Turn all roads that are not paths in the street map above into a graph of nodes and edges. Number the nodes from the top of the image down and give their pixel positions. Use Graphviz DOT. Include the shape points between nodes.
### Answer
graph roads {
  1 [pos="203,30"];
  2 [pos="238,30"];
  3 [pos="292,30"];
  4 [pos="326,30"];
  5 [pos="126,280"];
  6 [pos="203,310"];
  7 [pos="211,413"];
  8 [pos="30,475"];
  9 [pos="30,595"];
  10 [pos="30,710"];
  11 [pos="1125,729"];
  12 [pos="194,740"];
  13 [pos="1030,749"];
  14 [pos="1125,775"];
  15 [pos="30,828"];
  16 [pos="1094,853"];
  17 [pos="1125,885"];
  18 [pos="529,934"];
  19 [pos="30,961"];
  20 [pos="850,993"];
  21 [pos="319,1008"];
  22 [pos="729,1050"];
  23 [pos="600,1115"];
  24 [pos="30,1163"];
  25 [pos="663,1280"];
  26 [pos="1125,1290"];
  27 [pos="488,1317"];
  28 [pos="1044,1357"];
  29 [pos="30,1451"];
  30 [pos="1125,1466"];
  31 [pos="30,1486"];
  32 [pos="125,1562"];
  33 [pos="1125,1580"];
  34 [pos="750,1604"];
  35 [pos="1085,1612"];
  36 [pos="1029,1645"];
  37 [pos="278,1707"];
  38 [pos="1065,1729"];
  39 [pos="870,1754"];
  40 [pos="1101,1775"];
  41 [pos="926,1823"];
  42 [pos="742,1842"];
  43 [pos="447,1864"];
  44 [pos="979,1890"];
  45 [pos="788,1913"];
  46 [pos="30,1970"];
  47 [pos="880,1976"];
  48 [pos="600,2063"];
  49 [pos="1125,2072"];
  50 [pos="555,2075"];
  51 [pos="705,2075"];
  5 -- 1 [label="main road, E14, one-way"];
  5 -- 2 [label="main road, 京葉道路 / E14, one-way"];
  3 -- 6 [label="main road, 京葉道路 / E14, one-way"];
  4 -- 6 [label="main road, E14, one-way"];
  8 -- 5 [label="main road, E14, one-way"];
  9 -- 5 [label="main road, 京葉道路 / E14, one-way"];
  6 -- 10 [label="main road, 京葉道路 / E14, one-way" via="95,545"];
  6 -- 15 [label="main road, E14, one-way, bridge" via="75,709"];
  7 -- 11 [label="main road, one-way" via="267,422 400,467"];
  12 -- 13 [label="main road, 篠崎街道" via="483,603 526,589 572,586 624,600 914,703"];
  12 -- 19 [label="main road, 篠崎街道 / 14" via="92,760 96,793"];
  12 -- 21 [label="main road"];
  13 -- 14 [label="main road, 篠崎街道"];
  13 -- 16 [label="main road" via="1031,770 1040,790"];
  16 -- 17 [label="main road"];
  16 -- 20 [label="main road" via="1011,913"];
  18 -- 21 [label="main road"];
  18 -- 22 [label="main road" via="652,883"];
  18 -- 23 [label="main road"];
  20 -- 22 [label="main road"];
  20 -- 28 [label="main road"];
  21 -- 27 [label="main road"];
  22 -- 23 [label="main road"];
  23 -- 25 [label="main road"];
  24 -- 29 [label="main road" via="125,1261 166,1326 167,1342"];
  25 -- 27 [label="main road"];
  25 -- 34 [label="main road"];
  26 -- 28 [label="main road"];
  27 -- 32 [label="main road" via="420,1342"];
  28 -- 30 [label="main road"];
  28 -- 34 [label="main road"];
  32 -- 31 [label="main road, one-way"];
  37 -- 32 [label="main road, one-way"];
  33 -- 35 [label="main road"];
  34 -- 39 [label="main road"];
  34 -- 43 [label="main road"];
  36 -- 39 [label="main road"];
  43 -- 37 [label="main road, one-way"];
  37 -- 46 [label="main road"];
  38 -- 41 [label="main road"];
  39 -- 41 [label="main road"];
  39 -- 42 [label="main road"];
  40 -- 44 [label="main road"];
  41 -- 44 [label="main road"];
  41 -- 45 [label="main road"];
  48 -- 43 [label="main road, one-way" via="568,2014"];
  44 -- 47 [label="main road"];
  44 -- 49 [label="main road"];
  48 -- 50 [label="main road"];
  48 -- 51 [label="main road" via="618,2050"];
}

********

What needs to be done —
Leaving every word in place, output the whole listing above.

Result —
Turn all roads that are not paths in the street map above into a graph of nodes and edges. Number the nodes from the top of the image down and give their pixel positions. Use Graphviz DOT. Include the shape points between nodes.
### Answer
graph roads {
  1 [pos="203,30"];
  2 [pos="238,30"];
  3 [pos="292,30"];
  4 [pos="326,30"];
  5 [pos="126,280"];
  6 [pos="203,310"];
  7 [pos="211,413"];
  8 [pos="30,475"];
  9 [pos="30,595"];
  10 [pos="30,710"];
  11 [pos="1125,729"];
  12 [pos="194,740"];
  13 [pos="1030,749"];
  14 [pos="1125,775"];
  15 [pos="30,828"];
  16 [pos="1094,853"];
  17 [pos="1125,885"];
  18 [pos="529,934"];
  19 [pos="30,961"];
  20 [pos="850,993"];
  21 [pos="319,1008"];
  22 [pos="729,1050"];
  23 [pos="600,1115"];
  24 [pos="30,1163"];
  25 [pos="663,1280"];
  26 [pos="1125,1290"];
  27 [pos="488,1317"];
  28 [pos="1044,1357"];
  29 [pos="30,1451"];
  30 [pos="1125,1466"];
  31 [pos="30,1486"];
  32 [pos="125,1562"];
  33 [pos="1125,1580"];
  34 [pos="750,1604"];
  35 [pos="1085,1612"];
  36 [pos="1029,1645"];
  37 [pos="278,1707"];
  38 [pos="1065,1729"];
  39 [pos="870,1754"];
  40 [pos="1101,1775"];
  41 [pos="926,1823"];
  42 [pos="742,1842"];
  43 [pos="447,1864"];
  44 [pos="979,1890"];
  45 [pos="788,1913"];
  46 [pos="30,1970"];
  47 [pos="880,1976"];
  48 [pos="600,2063"];
  49 [pos="1125,2072"];
  50 [pos="555,2075"];
  51 [pos="705,2075"];
  5 -- 1 [label="main road, E14, one-way"];
  5 -- 2 [label="main road, 京葉道路 / E14, one-way"];
  3 -- 6 [label="main road, 京葉道路 / E14, one-way"];
  4 -- 6 [label="main road, E14, one-way"];
  8 -- 5 [label="main road, E14, one-way"];
  9 -- 5 [label="main road, 京葉道路 / E14, one-way"];
  6 -- 10 [label="main road, 京葉道路 / E14, one-way" via="95,545"];
  6 -- 15 [label="main road, E14, one-way, bridge" via="75,709"];
  7 -- 11 [label="main road, one-way" via="267,422 400,467"];
  12 -- 13 [label="main road, 篠崎街道" via="483,603 526,589 572,586 624,600 914,703"];
  12 -- 19 [label="main road, 篠崎街道 / 14" via="92,760 96,793"];
  12 -- 21 [label="main road"];
  13 -- 14 [label="main road, 篠崎街道"];
  13 -- 16 [label="main road" via="1031,770 1040,790"];
  16 -- 17 [label="main road"];
  16 -- 20 [label="main road" via="1011,913"];
  18 -- 21 [label="main road"];
  18 -- 22 [label="main road" via="652,883"];
  18 -- 23 [label="main road"];
  20 -- 22 [label="main road"];
  20 -- 28 [label="main road"];
  21 -- 27 [label="main road"];
  22 -- 23 [label="main road"];
  23 -- 25 [label="main road"];
  24 -- 29 [label="main road" via="125,1261 166,1326 167,1342"];
  25 -- 27 [label="main road"];
  25 -- 34 [label="main road"];
  26 -- 28 [label="main road"];
  27 -- 32 [label="main road" via="420,1342"];
  28 -- 30 [label="main road"];
  28 -- 34 [label="main road"];
  32 -- 31 [label="main road, one-way"];
  37 -- 32 [label="main road, one-way"];
  33 -- 35 [label="main road"];
  34 -- 39 [label="main road"];
  34 -- 43 [label="main road"];
  36 -- 39 [label="main road"];
  43 -- 37 [label="main road, one-way"];
  37 -- 46 [label="main road"];
  38 -- 41 [label="main road"];
  39 -- 41 [label="main road"];
  39 -- 42 [label="main road"];
  40 -- 44 [label="main road"];
  41 -- 44 [label="main road"];
  41 -- 45 [label="main road"];
  48 -- 43 [label="main road, one-way" via="568,2014"];
  44 -- 47 [label="main road"];
  44 -- 49 [label="main road"];
  48 -- 50 [label="main road"];
  48 -- 51 [label="main road" via="618,2050"];
}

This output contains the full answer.